__Your goal__. Copy each entry exactly, leaving nothing out.

__Data in this exercise__.
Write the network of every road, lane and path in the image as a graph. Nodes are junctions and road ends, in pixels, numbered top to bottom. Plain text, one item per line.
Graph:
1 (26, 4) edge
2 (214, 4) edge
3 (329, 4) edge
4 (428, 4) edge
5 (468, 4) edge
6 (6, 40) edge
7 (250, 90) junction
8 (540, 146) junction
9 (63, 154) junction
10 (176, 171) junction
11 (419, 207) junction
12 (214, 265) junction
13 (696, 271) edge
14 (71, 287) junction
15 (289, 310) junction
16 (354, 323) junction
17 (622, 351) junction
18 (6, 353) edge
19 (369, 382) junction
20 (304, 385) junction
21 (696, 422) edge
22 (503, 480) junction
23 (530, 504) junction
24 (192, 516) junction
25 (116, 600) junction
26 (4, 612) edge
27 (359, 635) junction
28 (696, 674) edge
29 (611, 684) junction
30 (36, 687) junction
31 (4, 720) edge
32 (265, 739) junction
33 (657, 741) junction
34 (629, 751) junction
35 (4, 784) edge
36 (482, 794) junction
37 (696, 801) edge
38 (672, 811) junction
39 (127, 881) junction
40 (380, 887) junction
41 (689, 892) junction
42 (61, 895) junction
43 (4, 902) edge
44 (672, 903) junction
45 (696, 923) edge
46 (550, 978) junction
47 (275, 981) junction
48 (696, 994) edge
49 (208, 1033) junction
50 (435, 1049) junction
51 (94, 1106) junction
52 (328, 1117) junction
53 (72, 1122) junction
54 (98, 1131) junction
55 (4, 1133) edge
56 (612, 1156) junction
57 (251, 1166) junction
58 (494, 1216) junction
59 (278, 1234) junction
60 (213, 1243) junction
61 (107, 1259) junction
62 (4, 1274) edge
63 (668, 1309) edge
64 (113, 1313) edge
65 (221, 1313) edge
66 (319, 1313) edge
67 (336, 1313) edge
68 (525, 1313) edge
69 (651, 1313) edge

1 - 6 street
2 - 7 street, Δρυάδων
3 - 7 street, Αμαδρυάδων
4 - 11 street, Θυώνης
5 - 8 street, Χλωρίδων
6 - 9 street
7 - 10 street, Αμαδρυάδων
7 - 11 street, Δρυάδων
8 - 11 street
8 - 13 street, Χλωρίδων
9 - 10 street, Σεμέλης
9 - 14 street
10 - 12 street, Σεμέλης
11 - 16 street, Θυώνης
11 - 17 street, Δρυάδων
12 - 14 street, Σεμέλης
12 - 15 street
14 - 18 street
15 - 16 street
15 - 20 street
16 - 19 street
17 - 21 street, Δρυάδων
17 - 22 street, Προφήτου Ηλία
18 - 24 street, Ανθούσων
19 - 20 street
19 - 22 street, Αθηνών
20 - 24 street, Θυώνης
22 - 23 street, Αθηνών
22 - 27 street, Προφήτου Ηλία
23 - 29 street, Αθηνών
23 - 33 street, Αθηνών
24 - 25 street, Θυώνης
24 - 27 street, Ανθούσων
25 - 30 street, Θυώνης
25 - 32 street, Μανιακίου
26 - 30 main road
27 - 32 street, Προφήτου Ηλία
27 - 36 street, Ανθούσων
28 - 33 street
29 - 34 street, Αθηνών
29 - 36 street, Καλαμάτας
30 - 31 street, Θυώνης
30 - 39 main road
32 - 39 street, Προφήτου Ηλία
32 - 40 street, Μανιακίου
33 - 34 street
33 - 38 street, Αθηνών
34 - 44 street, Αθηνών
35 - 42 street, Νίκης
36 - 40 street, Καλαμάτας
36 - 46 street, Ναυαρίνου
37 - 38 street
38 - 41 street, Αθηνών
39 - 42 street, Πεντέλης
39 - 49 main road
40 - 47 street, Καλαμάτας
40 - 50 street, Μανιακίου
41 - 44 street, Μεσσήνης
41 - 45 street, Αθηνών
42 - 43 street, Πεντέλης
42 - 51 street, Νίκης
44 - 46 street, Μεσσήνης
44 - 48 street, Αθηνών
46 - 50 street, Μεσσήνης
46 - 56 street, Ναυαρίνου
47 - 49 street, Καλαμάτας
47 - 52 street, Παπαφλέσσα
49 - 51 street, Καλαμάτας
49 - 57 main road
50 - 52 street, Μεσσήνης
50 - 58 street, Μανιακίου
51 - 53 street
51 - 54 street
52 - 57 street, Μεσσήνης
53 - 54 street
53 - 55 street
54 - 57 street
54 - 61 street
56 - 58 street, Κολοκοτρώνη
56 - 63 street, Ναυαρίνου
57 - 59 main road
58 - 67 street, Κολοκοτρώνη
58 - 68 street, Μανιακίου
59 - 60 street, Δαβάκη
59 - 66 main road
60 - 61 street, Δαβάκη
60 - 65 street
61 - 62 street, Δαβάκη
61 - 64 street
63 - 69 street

__Written response__.
Write the network of every road, lane and path in the image as a graph. Nodes are junctions and road ends, in pixels, numbered top to bottom. Plain text, one item per line.
Graph:
1 (26, 4) edge
2 (214, 4) edge
3 (329, 4) edge
4 (428, 4) edge
5 (468, 4) edge
6 (6, 40) edge
7 (250, 90) junction
8 (540, 146) junction
9 (63, 154) junction
10 (176, 171) junction
11 (419, 207) junction
12 (214, 265) junction
13 (696, 271) edge
14 (71, 287) junction
15 (289, 310) junction
16 (354, 323) junction
17 (622, 351) junction
18 (6, 353) edge
19 (369, 382) junction
20 (304, 385) junction
21 (696, 422) edge
22 (503, 480) junction
23 (530, 504) junction
24 (192, 516) junction
25 (116, 600) junction
26 (4, 612) edge
27 (359, 635) junction
28 (696, 674) edge
29 (611, 684) junction
30 (36, 687) junction
31 (4, 720) edge
32 (265, 739) junction
33 (657, 741) junction
34 (629, 751) junction
35 (4, 784) edge
36 (482, 794) junction
37 (696, 801) edge
38 (672, 811) junction
39 (127, 881) junction
40 (380, 887) junction
41 (689, 892) junction
42 (61, 895) junction
43 (4, 902) edge
44 (672, 903) junction
45 (696, 923) edge
46 (550, 978) junction
47 (275, 981) junction
48 (696, 994) edge
49 (208, 1033) junction
50 (435, 1049) junction
51 (94, 1106) junction
52 (328, 1117) junction
53 (72, 1122) junction
54 (98, 1131) junction
55 (4, 1133) edge
56 (612, 1156) junction
57 (251, 1166) junction
58 (494, 1216) junction
59 (278, 1234) junction
60 (213, 1243) junction
61 (107, 1259) junction
62 (4, 1274) edge
63 (668, 1309) edge
64 (113, 1313) edge
65 (221, 1313) edge
66 (319, 1313) edge
67 (336, 1313) edge
68 (525, 1313) edge
69 (651, 1313) edge

1 - 6 street
2 - 7 street, Δρυάδων
3 - 7 street, Αμαδρυάδων
4 - 11 street, Θυώνης
5 - 8 street, Χλωρίδων
6 - 9 street
7 - 10 street, Αμαδρυάδων
7 - 11 street, Δρυάδων
8 - 11 street
8 - 13 street, Χλωρίδων
9 - 10 street, Σεμέλης
9 - 14 street
10 - 12 street, Σεμέλης
11 - 16 street, Θυώνης
11 - 17 street, Δρυάδων
12 - 14 street, Σεμέλης
12 - 15 street
14 - 18 street
15 - 16 street
15 - 20 street
16 - 19 street
17 - 21 street, Δρυάδων
17 - 22 street, Προφήτου Ηλία
18 - 24 street, Ανθούσων
19 - 20 street
19 - 22 street, Αθηνών
20 - 24 street, Θυώνης
22 - 23 street, Αθηνών
22 - 27 street, Προφήτου Ηλία
23 - 29 street, Αθηνών
23 - 33 street, Αθηνών
24 - 25 street, Θυώνης
24 - 27 street, Ανθούσων
25 - 30 street, Θυώνης
25 - 32 street, Μανιακίου
26 - 30 main road
27 - 32 street, Προφήτου Ηλία
27 - 36 street, Ανθούσων
28 - 33 street
29 - 34 street, Αθηνών
29 - 36 street, Καλαμάτας
30 - 31 street, Θυώνης
30 - 39 main road
32 - 39 street, Προφήτου Ηλία
32 - 40 street, Μανιακίου
33 - 34 street
33 - 38 street, Αθηνών
34 - 44 street, Αθηνών
35 - 42 street, Νίκης
36 - 40 street, Καλαμάτας
36 - 46 street, Ναυαρίνου
37 - 38 street
38 - 41 street, Αθηνών
39 - 42 street, Πεντέλης
39 - 49 main road
40 - 47 street, Καλαμάτας
40 - 50 street, Μανιακίου
41 - 44 street, Μεσσήνης
41 - 45 street, Αθηνών
42 - 43 street, Πεντέλης
42 - 51 street, Νίκης
44 - 46 street, Μεσσήνης
44 - 48 street, Αθηνών
46 - 50 street, Μεσσήνης
46 - 56 street, Ναυαρίνου
47 - 49 street, Καλαμάτας
47 - 52 street, Παπαφλέσσα
49 - 51 street, Καλαμάτας
49 - 57 main road
50 - 52 street, Μεσσήνης
50 - 58 street, Μανιακίου
51 - 53 street
51 - 54 street
52 - 57 street, Μεσσήνης
53 - 54 street
53 - 55 street
54 - 57 street
54 - 61 street
56 - 58 street, Κολοκοτρώνη
56 - 63 street, Ναυαρίνου
57 - 59 main road
58 - 67 street, Κολοκοτρώνη
58 - 68 street, Μανιακίου
59 - 60 street, Δαβάκη
59 - 66 main road
60 - 61 street, Δαβάκη
60 - 65 street
61 - 62 street, Δαβάκη
61 - 64 street
63 - 69 street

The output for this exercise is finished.